◆ **Exercise directions**
Please find every line in the entries below that contains the string "pinky", and copy it.

BEGIN Records shown

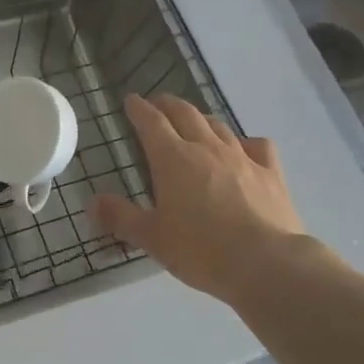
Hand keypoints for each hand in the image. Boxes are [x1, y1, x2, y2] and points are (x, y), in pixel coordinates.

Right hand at [90, 94, 311, 304]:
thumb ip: (121, 217)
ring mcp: (242, 157)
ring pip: (218, 125)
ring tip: (194, 121)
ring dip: (202, 118)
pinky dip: (245, 142)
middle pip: (185, 113)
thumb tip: (92, 203)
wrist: (266, 263)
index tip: (131, 101)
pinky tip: (244, 148)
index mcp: (173, 159)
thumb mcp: (152, 238)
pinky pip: (257, 145)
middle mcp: (206, 148)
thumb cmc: (201, 250)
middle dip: (168, 104)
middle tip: (158, 104)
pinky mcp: (270, 172)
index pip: (151, 122)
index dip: (139, 109)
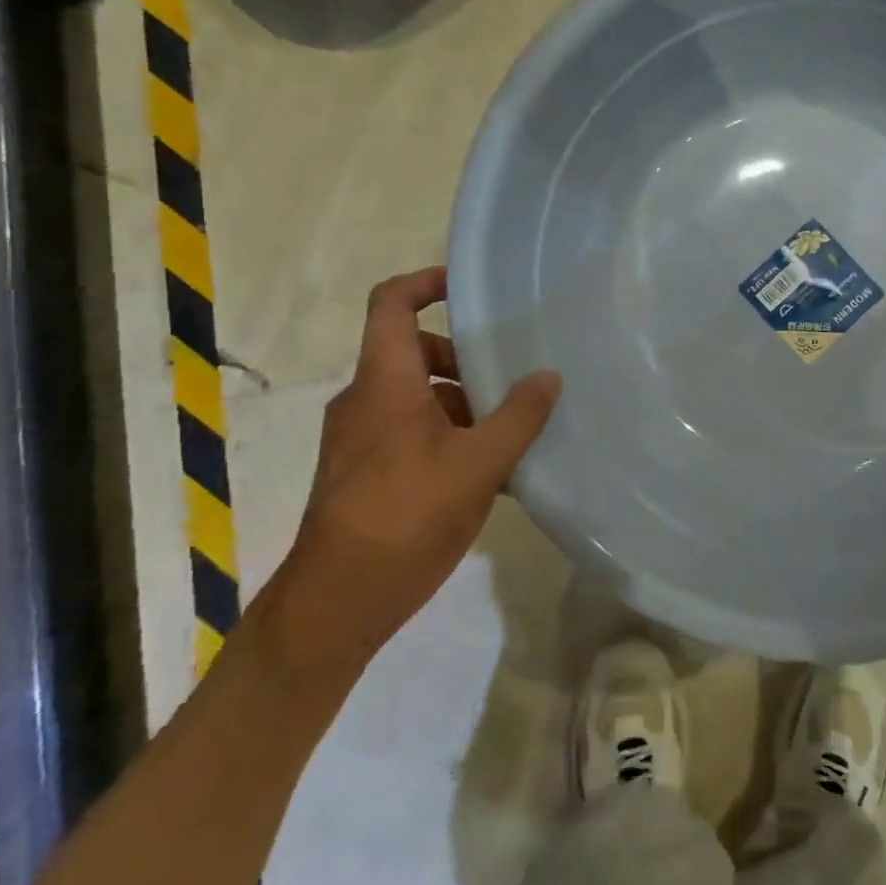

END Records shown

◆ **Solved exercise**
pinky dip: (245, 142)
pinky tip: (244, 148)
pinky pip: (257, 145)
pinky mcp: (270, 172)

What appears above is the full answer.